Empirical Evaluation of GLADE
Having a program input specification is crucial in various fields such as vulnerability analysis, reverse engineering, and software testing. However, in many cases, a formal input specification may be unavailable, incomplete, or obsolete. When the program source is available, one may be able to mine the input specification from the source code itself. However, when the source code is unavailable, a black-box approach becomes necessary.
Unfortunately, black-box approaches to learning context-free grammars are bounded in theory and were shown to be as hard as reversing RSA. Hence, general context-free grammar recovery is thought to be computationally hard. Glade is a recent black-box grammar synthesizer, which claims it can recover an accurate context-free input grammar of any given subject using only a small set of seed inputs, and a general oracle able to distinguish between valid and invalid inputs. It also claims to be fast for all programs tested. While an implementation of GLADE is available, the input grammar produced is in an undocumented format that is hard to reverse engineer.

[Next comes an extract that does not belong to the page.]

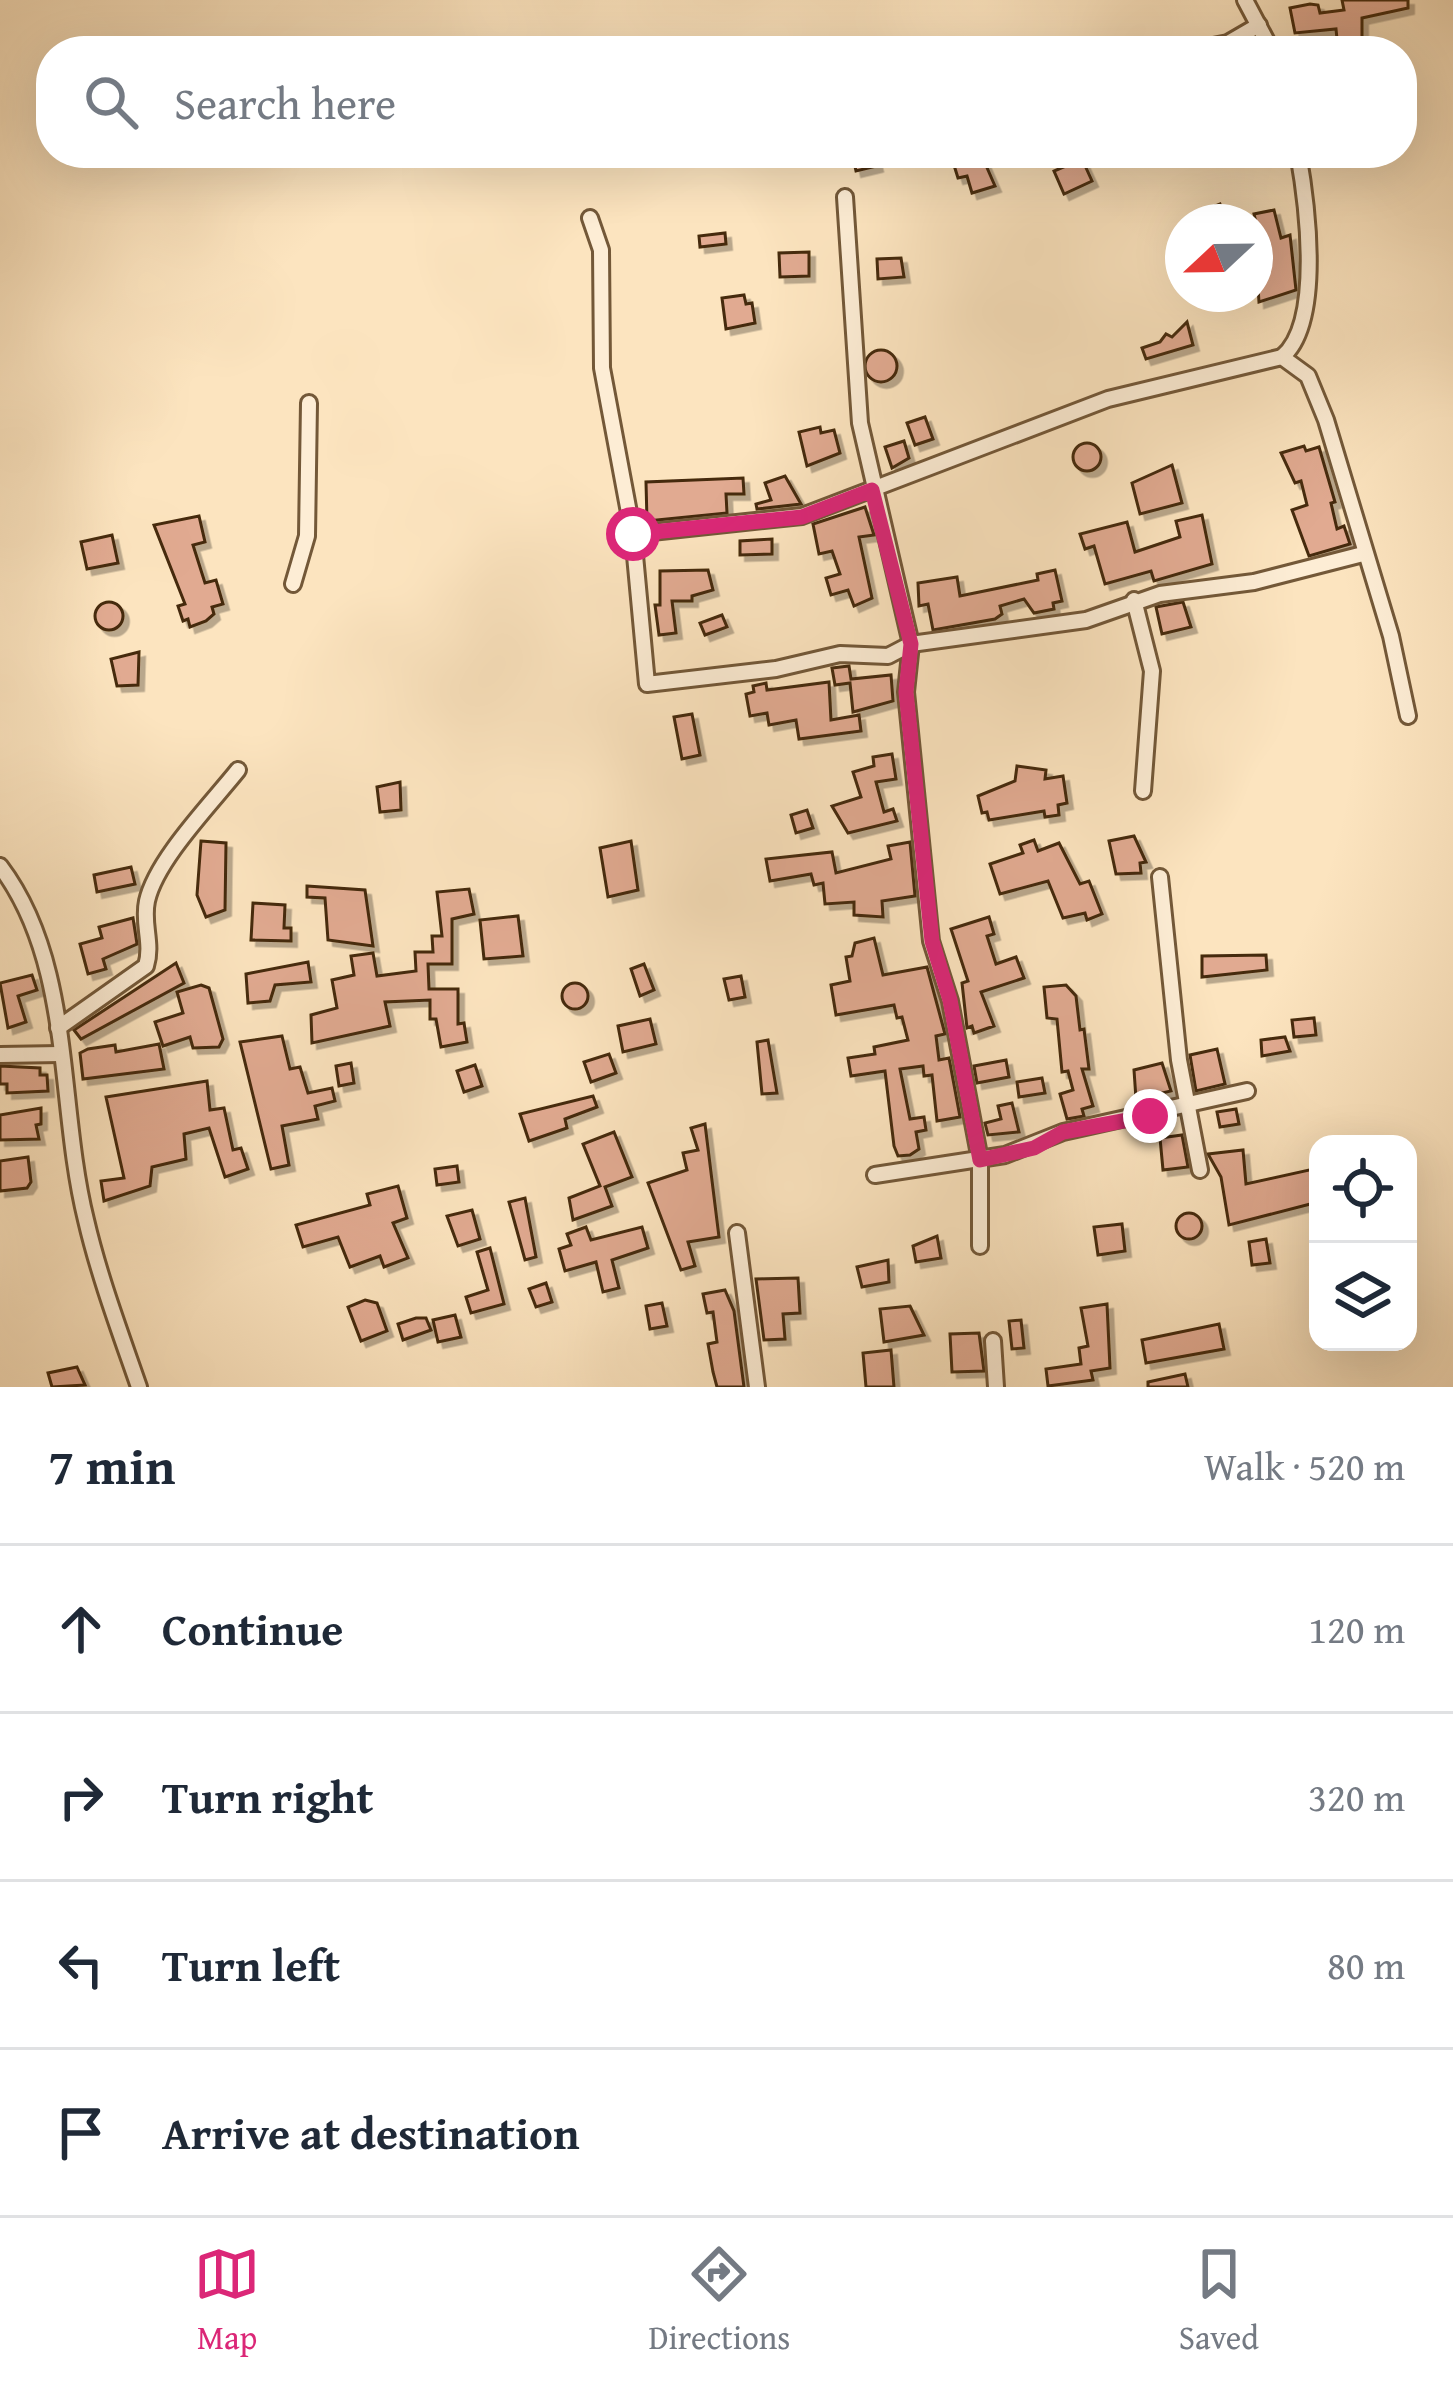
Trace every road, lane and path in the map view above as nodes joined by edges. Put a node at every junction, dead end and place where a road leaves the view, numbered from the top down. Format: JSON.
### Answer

Furthermore, GLADE also uses custom parsers and fuzzers which are hard to verify.
This thesis attempts to first replicate GLADE independently by first implementing the GLADE algorithm in Python, then use this implementation to verify the reported GLADE experiment results, and further evaluate GLADE using new context-free grammars. This will provide us with precise information and insights about the limits and suitability of GLADE in diverse circumstances.